Folks, I think I now understand Benedict. His real ambition is to surpass in the Dhimmitude Hall of Fame of his predecessor, John Paul II.

But things can’t be that bad, can they? There must be a better explanation of what Benedict is up to. Let’s see, what could it be? I’ve got it. By praying in a famous mosque alongside Muslim clerics, he is making the Muslim world feel so happy and satisfied at their coup over Christianity, that they will now go complacently to sleep. While their guard is down, the Pope will order a new Crusade that will drive the Musulmans out of Istanbul, which he will rename as Constantinople, and bring the once Christian lands of Asia Minor back into the fold of Christendom. He’s got it all planned out. He’s a genius.

In reality, as reader Howard Sutherland pointed out, when the pope prayed along with Muslims in the Blue Mosque, he was putting the imprimatur of Christianity on the Moslim conquest the old Christian East.

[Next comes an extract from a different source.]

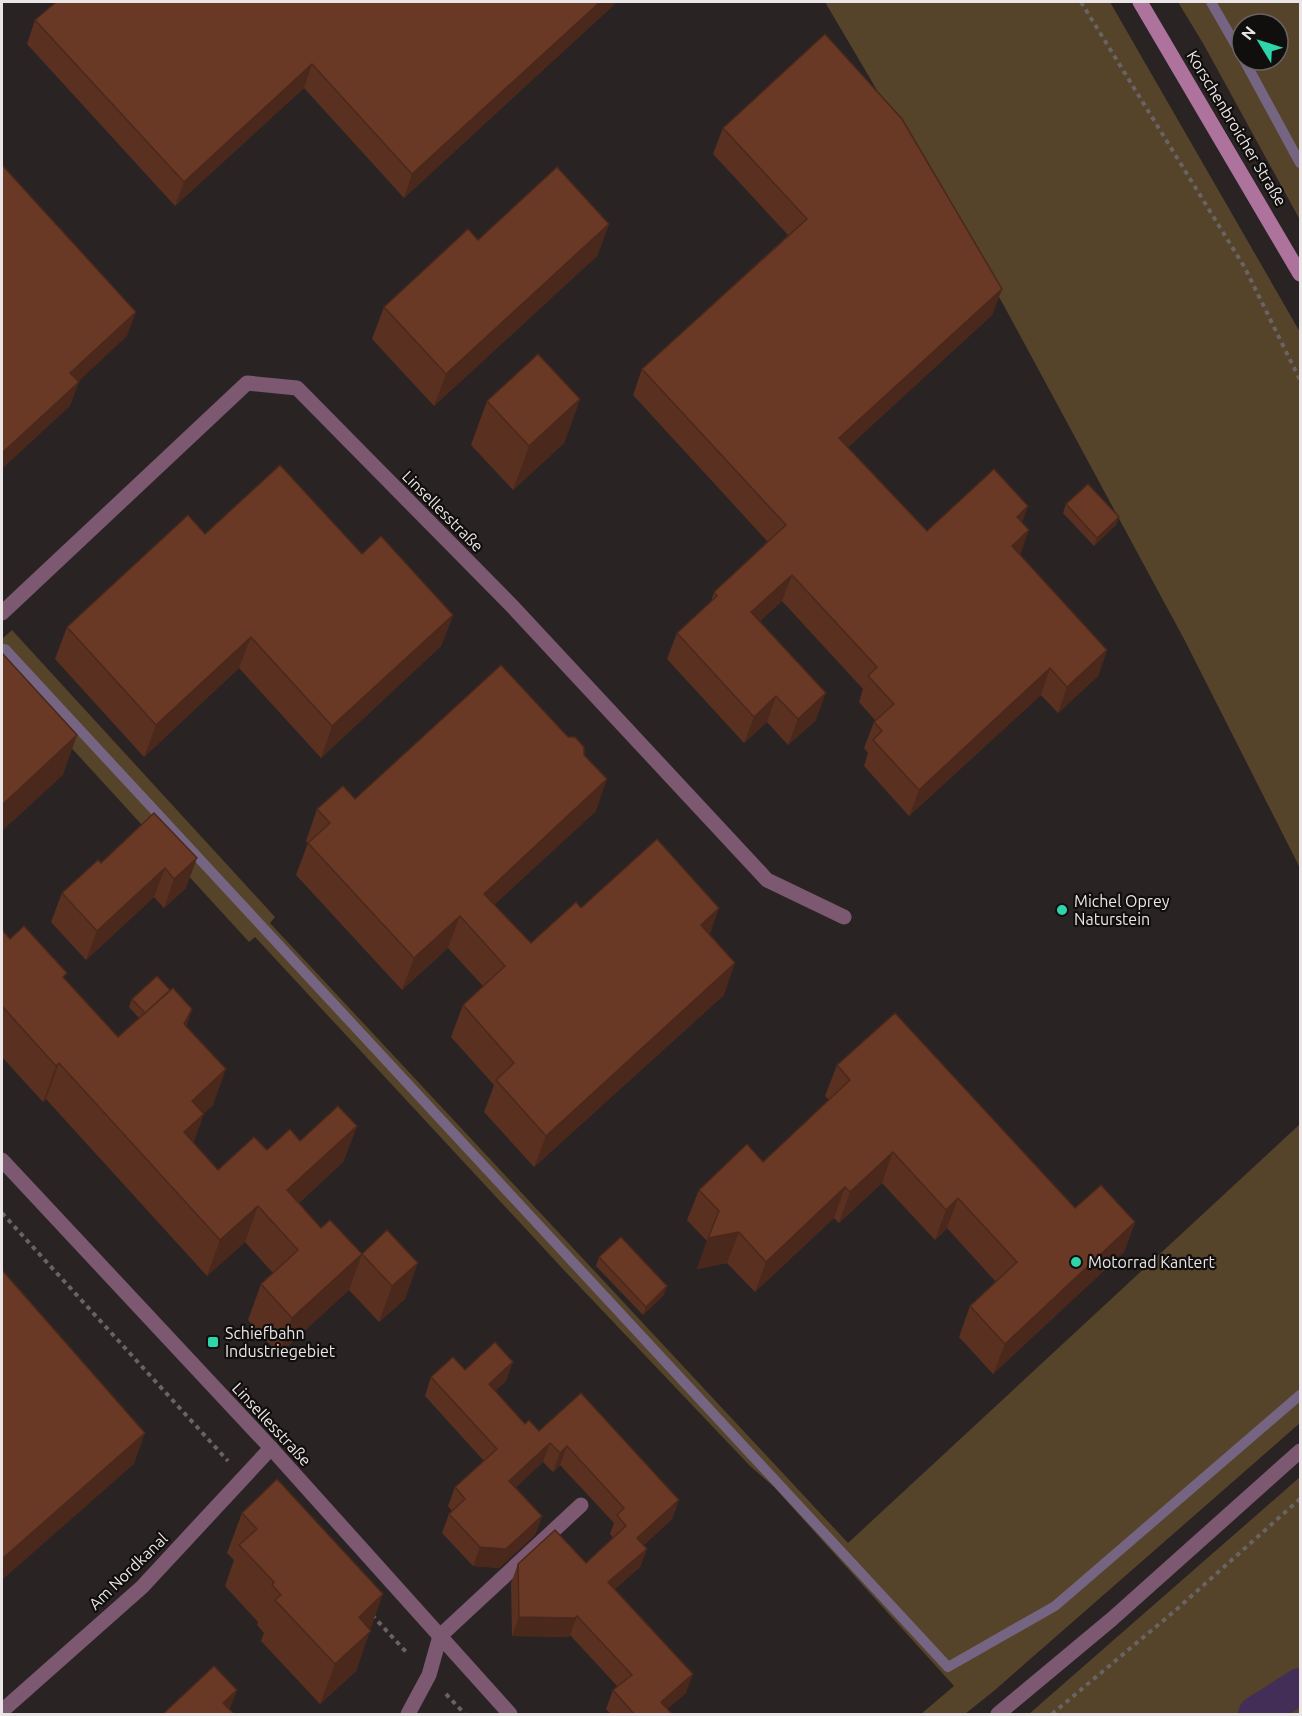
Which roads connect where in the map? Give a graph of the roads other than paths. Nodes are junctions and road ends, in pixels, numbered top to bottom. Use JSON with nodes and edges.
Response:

(VFR entries on the aftermath of the Regensburg lecture and the pope’s trip to Turkey are listed here.)

 

                                                             — Comments —

Thomas F. Bertonneau writes:

Manuel II Paleologus (also spelled Palaiologos) was the antepenultimate Byzantine Emperor – hence also the last Roman Emperor – being succeeded by John VIII Paleologus and Constantine XI Paleologus. The Byzantium of Manuel’s day was a shrunken vestige of the original Eastern Roman Empire. It had retreated to a small territory adjacent to Constantinople, portions of the Greek Peninsula, and the “nome” of Thessaloniki. What textbooks call Byzantium or the Eastern Roman Empire, Medieval Europeans knew as Eastern Christendom. Between the Seventh and Fifteenth Centuries, the Jihad ate Eastern Christendom alive. Manuel II had been a hostage in the court of the Turkish potentate Mehmet I, whose son Mehmet II, would complete the subjugation of Byzantium in 1453 when he besieged and then took Constantinople. For an account of the Turkish victory in Constantinople, a good source is Steven Runciman’s Fall of Constantinople (1965). Interested readers should, however, also avail themselves of Mika Waltari’s novel The Dark Angel (1952), a powerful historical novel that is unsparing in its depiction of Mehmet the Conqueror’s savage brutality. 

Manuel II undertook between 1400 and 1402 an extended diplomatic journey through Europe seeking Western assistance in his fight against Islamic imperialism. He was the only Greek Emperor to have visited England, where Henry IV hosted his mission. Manuel II was a learned man, with a belletristic inclination, whose poems belong in the canon of Medieval Greek literature. He knew many Muslims, having been resident in the potentate’s court although unwillingly; he understood Islam, with which he sought dialogue. When dialogue proved fruitless, he stood his ground. 

Would that Pope Benedict had stood his ground.